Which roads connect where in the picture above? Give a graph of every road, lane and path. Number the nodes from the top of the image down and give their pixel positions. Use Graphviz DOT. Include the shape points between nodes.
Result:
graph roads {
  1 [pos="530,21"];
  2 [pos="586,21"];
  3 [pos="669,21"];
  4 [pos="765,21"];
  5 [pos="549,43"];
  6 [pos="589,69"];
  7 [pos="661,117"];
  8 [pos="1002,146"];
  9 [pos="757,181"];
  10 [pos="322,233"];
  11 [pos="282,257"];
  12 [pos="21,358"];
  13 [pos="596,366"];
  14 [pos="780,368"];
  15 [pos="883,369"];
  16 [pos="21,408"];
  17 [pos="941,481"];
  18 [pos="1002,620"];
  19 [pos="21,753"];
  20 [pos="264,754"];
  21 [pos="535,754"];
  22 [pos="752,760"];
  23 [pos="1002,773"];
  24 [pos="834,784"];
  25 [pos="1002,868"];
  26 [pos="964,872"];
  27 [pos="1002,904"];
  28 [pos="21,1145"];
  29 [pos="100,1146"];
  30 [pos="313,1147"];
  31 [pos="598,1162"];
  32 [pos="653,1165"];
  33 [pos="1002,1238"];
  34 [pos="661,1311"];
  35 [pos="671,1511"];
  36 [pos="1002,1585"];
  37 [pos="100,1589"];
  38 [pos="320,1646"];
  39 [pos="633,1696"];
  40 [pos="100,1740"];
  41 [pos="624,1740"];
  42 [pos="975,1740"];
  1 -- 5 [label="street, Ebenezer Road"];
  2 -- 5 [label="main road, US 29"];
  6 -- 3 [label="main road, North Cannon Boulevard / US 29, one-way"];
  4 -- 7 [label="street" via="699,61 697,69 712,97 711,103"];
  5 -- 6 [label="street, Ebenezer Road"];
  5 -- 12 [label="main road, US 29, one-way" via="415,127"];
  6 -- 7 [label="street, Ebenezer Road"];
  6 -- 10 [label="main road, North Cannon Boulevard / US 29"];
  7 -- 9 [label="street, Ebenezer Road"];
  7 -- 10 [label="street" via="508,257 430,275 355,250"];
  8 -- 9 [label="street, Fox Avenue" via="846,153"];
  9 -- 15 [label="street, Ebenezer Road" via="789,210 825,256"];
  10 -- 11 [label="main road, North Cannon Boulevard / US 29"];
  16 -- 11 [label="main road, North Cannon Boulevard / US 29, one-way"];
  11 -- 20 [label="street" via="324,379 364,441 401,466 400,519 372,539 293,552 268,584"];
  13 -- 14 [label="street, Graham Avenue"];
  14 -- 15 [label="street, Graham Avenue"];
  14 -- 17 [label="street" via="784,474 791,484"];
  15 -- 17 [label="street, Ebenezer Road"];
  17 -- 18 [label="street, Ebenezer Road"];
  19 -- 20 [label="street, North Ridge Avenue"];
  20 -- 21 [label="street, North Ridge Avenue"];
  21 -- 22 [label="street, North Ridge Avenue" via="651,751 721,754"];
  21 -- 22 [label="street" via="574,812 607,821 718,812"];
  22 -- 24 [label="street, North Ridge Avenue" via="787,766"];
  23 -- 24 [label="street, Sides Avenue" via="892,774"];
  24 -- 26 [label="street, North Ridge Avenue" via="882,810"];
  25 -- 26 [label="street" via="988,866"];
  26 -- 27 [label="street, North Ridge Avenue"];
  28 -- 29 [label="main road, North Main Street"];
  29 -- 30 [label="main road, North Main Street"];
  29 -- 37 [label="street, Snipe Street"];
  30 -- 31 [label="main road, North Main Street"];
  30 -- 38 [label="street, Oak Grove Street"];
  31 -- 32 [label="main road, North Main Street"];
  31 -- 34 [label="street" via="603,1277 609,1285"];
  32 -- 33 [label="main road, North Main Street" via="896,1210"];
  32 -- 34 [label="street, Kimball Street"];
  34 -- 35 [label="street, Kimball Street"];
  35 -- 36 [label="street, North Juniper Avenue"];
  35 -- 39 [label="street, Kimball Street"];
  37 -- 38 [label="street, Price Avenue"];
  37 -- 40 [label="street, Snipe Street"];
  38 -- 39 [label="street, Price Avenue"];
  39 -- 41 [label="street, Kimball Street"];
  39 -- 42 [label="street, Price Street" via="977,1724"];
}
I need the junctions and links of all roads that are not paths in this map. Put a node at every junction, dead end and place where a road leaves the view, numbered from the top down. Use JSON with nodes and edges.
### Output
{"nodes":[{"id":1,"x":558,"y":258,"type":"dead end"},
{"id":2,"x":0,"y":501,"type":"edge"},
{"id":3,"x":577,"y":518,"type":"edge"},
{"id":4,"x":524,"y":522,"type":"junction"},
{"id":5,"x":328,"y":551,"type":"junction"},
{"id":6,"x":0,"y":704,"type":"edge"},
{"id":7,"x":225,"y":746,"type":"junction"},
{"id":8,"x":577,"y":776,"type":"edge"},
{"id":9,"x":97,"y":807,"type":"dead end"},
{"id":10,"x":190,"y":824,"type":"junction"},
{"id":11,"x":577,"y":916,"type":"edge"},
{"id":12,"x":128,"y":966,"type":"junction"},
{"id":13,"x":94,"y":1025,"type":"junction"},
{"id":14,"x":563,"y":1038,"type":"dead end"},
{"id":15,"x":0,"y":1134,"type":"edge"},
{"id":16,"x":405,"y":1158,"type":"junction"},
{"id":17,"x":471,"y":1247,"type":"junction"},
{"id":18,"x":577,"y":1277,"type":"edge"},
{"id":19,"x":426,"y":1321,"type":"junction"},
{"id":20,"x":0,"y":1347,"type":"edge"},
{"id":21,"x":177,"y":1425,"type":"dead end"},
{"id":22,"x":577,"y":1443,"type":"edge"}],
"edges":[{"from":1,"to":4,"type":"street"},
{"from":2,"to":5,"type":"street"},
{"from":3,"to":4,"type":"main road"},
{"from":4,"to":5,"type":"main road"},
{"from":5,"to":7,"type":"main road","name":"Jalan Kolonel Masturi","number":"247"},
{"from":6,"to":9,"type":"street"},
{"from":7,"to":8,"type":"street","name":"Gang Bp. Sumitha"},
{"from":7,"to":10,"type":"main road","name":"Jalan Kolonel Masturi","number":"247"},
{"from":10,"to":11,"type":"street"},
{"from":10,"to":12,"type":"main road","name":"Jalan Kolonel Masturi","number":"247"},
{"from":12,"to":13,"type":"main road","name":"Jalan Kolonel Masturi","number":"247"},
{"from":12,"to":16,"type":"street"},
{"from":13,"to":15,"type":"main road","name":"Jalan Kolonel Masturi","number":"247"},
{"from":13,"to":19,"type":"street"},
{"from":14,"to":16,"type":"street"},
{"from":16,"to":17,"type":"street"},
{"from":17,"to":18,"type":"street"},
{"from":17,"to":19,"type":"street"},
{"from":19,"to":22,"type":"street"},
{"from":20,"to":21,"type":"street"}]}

» **AIM OF THE EXERCISE**
Copy out every line of the listing that contains the string "Kimball".

» **RESPONSE AREA**
  32 -- 34 [label="street, Kimball Street"];
  34 -- 35 [label="street, Kimball Street"];
  35 -- 39 [label="street, Kimball Street"];
  39 -- 41 [label="street, Kimball Street"];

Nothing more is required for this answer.